Discipline: to teach, to instruct, to guide. is not harmful/painful/shaming to either party.
Punish: to inflict pain, physically, mentally, emotionally, to belittle, outcast, ignore, or coerce in order to manipulate another to behave/do what you want them to.

There are alot of factors, but that's the basic definition I use...


----------



## elizawill (Feb 11, 2007)

well, my husband thinks i'm a left field hippie GD mama, but compared to most here, i'm super duper conservative!







for me GD means i dont hit, scream at, or shame & humiliate my children. i use natural consequences, but i also use logical consequences, but above all - we try to just talk it out. punishment imo involves a parent's reaction to something they feel their child did that was "wrong" or disobedient. but it often lacks teaching the child anything. it's more fear based imo.......like if you spank your kid or scream in their face because they wet their pants or because they lie to you...or they push their sister -- you may get the child to bend to do your will by spanking them or screaming in their face ...but did they really learn anything? it's all fear-based, yk?

now, i do use some coercion though, which is frowned upon here but i'm very comfortable with my parenting choice. my children have mealtime ...and bedtime ...and teeth brushing time... and bath time ...and homeschool time, etc. i don't mind telling them "this is what we are doing right now" - and they understand it's not negotiable. i try to give them choices with each transition (what subject do you want to do first / what should we make for dinner? would you like to help me cook? etc) and i also give them a 15 minute notice or so before each transition. i really need a schedule to keep me sane though, as it keeps me from screaming my head off or losing my mind.







:

in the past, i felt like parenting was more of a chore, and i love that i actually enjoy my family now. it's a wonderful feeling!


----------



## LoveBeads (Jul 8, 2002)

For me, the simple way to look at it is if I visualize "sides" and power structure.

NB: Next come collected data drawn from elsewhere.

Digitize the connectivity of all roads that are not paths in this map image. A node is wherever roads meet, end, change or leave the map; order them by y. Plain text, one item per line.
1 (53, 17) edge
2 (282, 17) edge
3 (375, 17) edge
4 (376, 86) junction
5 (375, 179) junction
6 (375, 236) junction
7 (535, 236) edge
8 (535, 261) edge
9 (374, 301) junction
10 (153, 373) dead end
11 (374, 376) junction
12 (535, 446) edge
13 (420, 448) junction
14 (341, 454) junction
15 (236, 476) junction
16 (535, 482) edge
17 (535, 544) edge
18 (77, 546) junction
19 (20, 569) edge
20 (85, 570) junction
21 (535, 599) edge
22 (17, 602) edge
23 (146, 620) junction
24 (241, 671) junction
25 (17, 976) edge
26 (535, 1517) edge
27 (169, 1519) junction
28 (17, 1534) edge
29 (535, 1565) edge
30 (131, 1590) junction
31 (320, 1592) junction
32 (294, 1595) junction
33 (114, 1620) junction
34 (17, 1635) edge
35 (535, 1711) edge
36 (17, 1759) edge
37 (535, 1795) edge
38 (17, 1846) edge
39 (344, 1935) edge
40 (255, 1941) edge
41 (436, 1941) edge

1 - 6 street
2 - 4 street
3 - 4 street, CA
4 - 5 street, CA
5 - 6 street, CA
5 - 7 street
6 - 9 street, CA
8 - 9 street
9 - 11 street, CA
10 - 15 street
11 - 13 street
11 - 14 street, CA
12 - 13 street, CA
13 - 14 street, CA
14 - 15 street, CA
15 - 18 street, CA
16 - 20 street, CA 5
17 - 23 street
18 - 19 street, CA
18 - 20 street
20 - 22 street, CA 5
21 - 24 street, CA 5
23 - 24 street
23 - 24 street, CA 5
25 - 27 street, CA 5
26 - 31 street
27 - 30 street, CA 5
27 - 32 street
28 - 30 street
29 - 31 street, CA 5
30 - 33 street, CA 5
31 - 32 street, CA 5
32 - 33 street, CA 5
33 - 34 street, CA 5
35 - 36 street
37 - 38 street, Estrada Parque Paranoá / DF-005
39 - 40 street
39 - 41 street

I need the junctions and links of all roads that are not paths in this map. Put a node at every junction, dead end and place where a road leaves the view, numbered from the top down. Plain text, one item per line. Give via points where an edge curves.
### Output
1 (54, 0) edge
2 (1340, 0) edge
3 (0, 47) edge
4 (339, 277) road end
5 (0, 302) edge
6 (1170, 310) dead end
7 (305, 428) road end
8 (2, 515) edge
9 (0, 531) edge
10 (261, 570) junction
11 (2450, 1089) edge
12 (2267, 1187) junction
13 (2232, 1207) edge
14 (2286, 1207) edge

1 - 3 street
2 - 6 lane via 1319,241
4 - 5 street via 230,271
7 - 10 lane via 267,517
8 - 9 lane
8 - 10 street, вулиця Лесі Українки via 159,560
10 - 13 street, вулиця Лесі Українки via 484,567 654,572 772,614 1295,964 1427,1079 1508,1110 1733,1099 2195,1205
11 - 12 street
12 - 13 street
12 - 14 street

With discipline, my DD and I are on the same side, looking for a solution. There is a less obvious power structure.

With punishment, I am on one side and she is on another. I am the one in control and she is the one who has no control.


----------



## mamaduck (Mar 6, 2002)

I think discipline is about teaching, like other posters have mentioned, but I think discipline is rooted in self. Discipline is something we aquire and use to control and manage ourselves, and to resist our negative impulses. So when we talk about discipline and children, we are talking about something we impart to them on an internal level -- discipline is a tool they learn to use in order to succeed more often in life. And parents have the pleasure of teaching this tool gradually -- it takes a long time, and we have to have it within ourselves before we can teach it.

Discipline is about learning self-control, and it is motivated by trust and reason. And it is a choice -- there is always the possibility of our kids choosing otherwise. And yes, it is scary sometimes, but when they choose well without coersion, its a really beautiful thing .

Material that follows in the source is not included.